Species of flowering plant

Terminalia pendula is an Asian species of tree in the family Combretaceae. It is a medium-sized tree found in both primary and secondary tropical and sub-tropical forests. It is recorded from India to China, south to Thailand and Vietnam. It may be one of the dominant species of seasonal tropical forests of Vietnam. In Yunnan it is found in rocky limestone areas, near sea level to 700 m.

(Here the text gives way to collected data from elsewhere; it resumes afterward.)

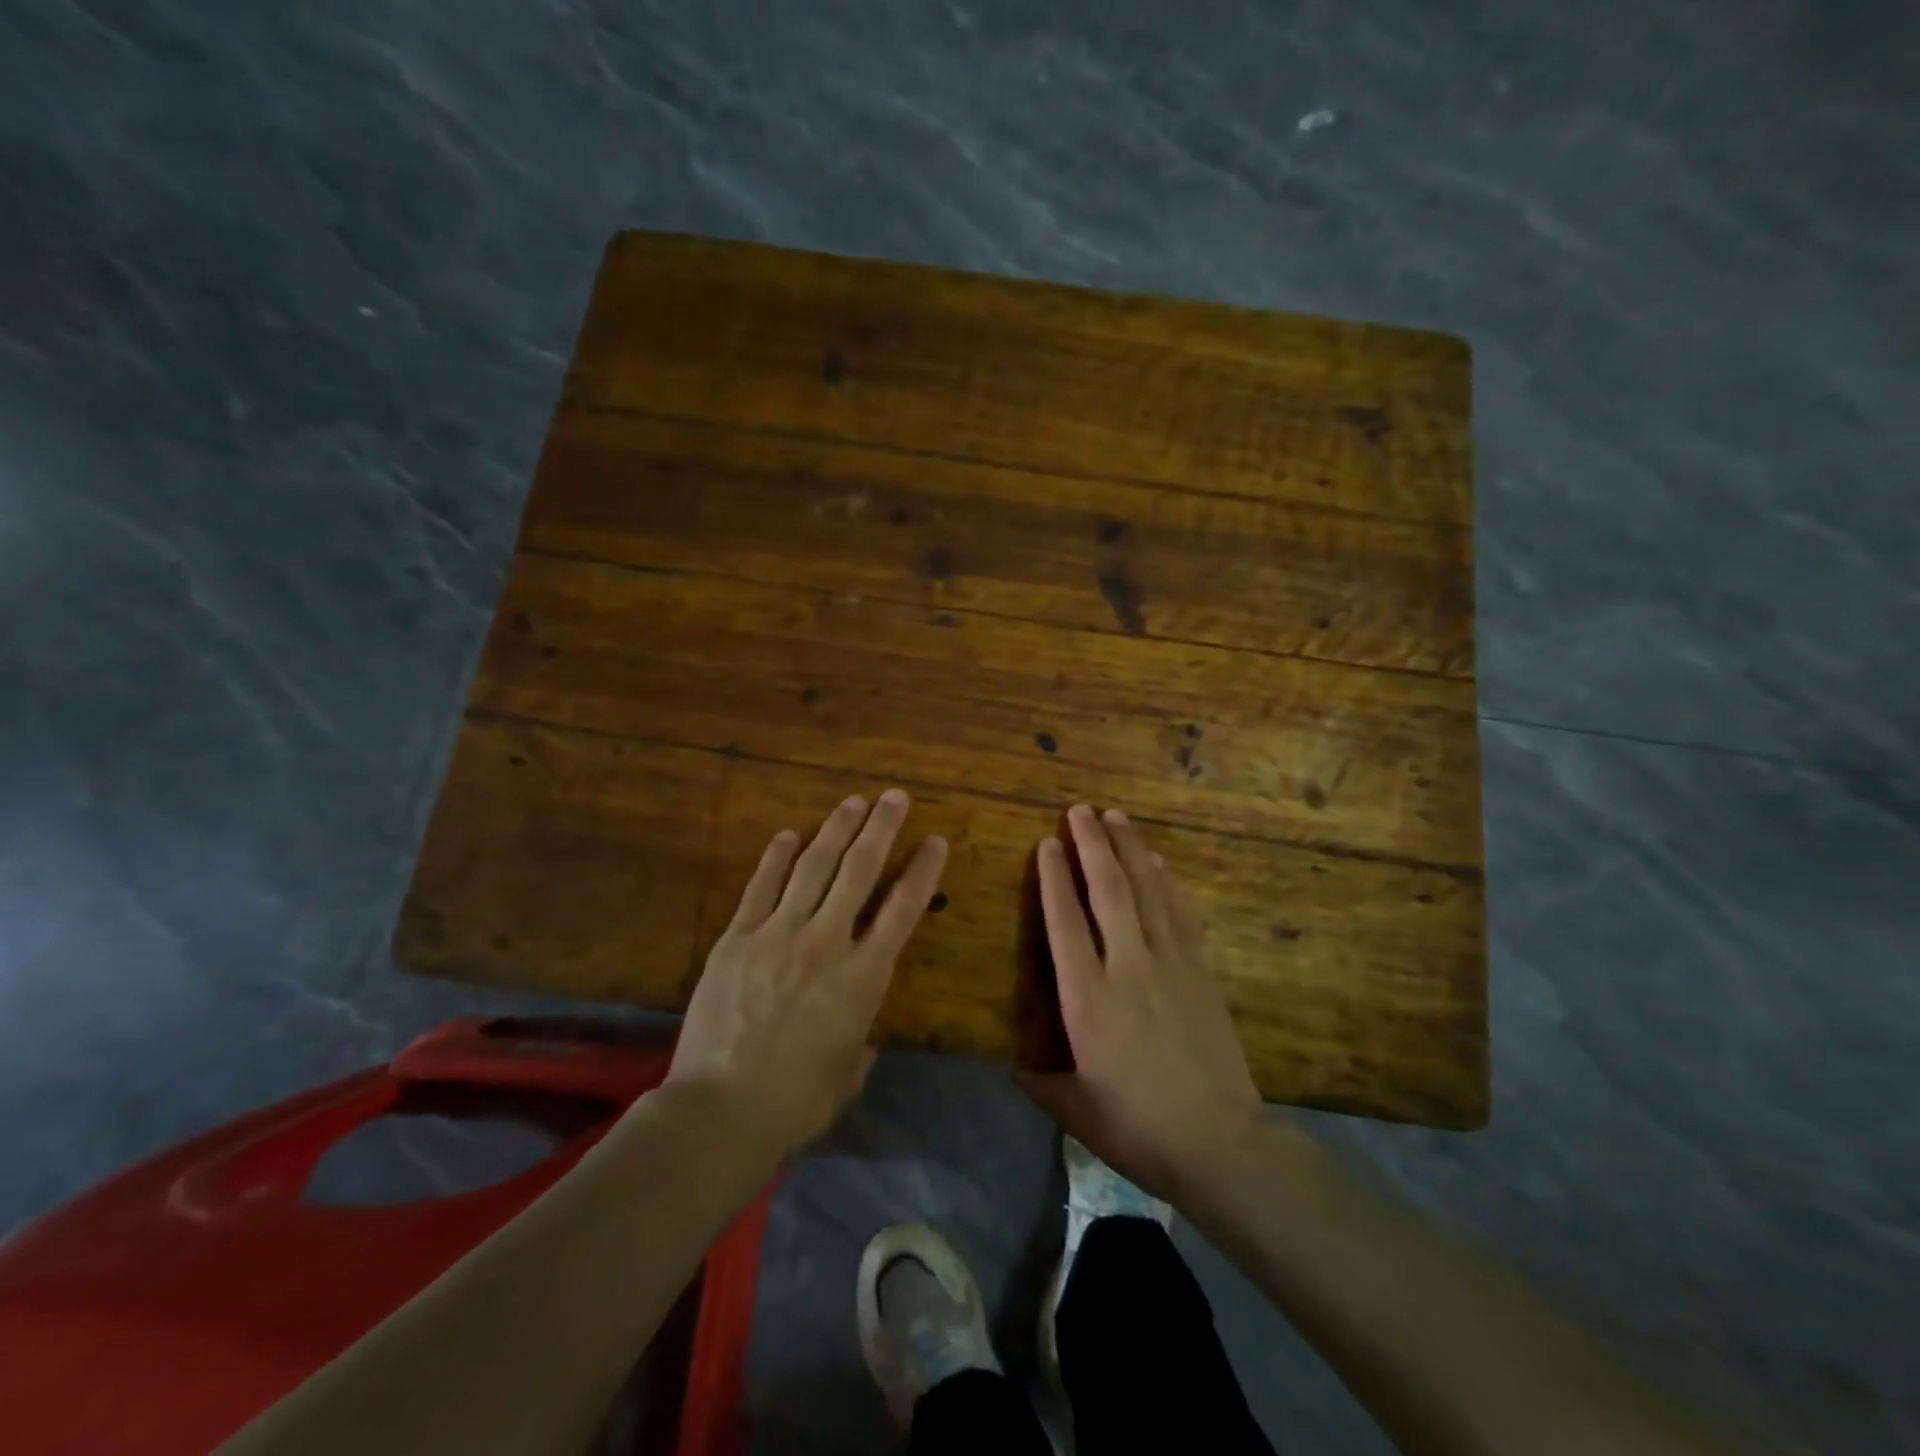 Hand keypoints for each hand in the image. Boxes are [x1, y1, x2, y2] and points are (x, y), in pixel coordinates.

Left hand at [665, 789, 947, 1157]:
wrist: (721, 1110)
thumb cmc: (796, 1100)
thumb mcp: (848, 1073)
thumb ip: (861, 1044)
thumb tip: (861, 1035)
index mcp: (863, 976)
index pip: (903, 909)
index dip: (922, 870)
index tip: (935, 840)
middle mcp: (827, 942)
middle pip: (859, 871)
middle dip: (881, 828)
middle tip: (894, 797)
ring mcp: (778, 934)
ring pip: (813, 867)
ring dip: (836, 830)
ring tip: (853, 802)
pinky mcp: (737, 938)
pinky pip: (761, 887)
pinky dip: (776, 858)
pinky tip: (788, 835)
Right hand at [1019, 804, 1263, 1203]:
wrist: (1221, 1143)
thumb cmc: (1138, 1128)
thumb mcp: (1077, 1111)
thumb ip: (1040, 1082)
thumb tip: (1011, 1067)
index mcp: (1088, 1000)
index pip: (1065, 922)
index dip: (1054, 878)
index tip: (1047, 843)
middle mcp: (1127, 968)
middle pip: (1108, 891)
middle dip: (1092, 845)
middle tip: (1080, 810)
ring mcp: (1170, 964)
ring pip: (1147, 891)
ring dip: (1130, 849)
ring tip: (1116, 816)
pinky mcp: (1201, 971)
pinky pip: (1181, 913)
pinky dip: (1167, 882)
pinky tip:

Besides timber uses, the bark of this species has a high tannin content.

==Taxonomy==
A 2017 article embedded genera including Anogeissus into Terminalia; there are now three varieties of this species:
1. T. pendula var. fischeri (M.Gangop. & Chakrab.) Chakrab. & Anand Kumar - Indian subcontinent
2. T. pendula var. pendula - the nominate variety, formerly known as Anogeissus acuminata; Vietnamese: chò nhai or râm
3. T. pendula var. phillyreifolia (Van Heurck & Müll.Arg.) Chakrab. & Anand Kumar - was T. phillyreifolia - from Myanmar where the variety may be called "buttontree" or yon (from ; IPA: /[jṍʷ]/).

==Description==
In China, where it is known as 榆绿木 (yu lü mu), these trees grow to 20 m tall with a trunk to 1 m in diameter at breast height. In Myanmar they may be larger: up to 30 m tall and up to 2.7 m girth, with a straight and cylindrical trunk. The branchlets are slightly pendent, slender, together with petioles and leaf blades golden villous when young. The petioles are cylindrical, 2–6 mm and the leaf blades are lanceolate to narrowly so, 40-80 × 10–30 mm long, grey-green on the back and pilose mostly in the axils of lateral veins. They are green and glabrous to glabrescent on the leaf surface. The leaf base is narrowed or obtuse, the apex acuminate. There are five to seven inconspicuous lateral veins in pairs.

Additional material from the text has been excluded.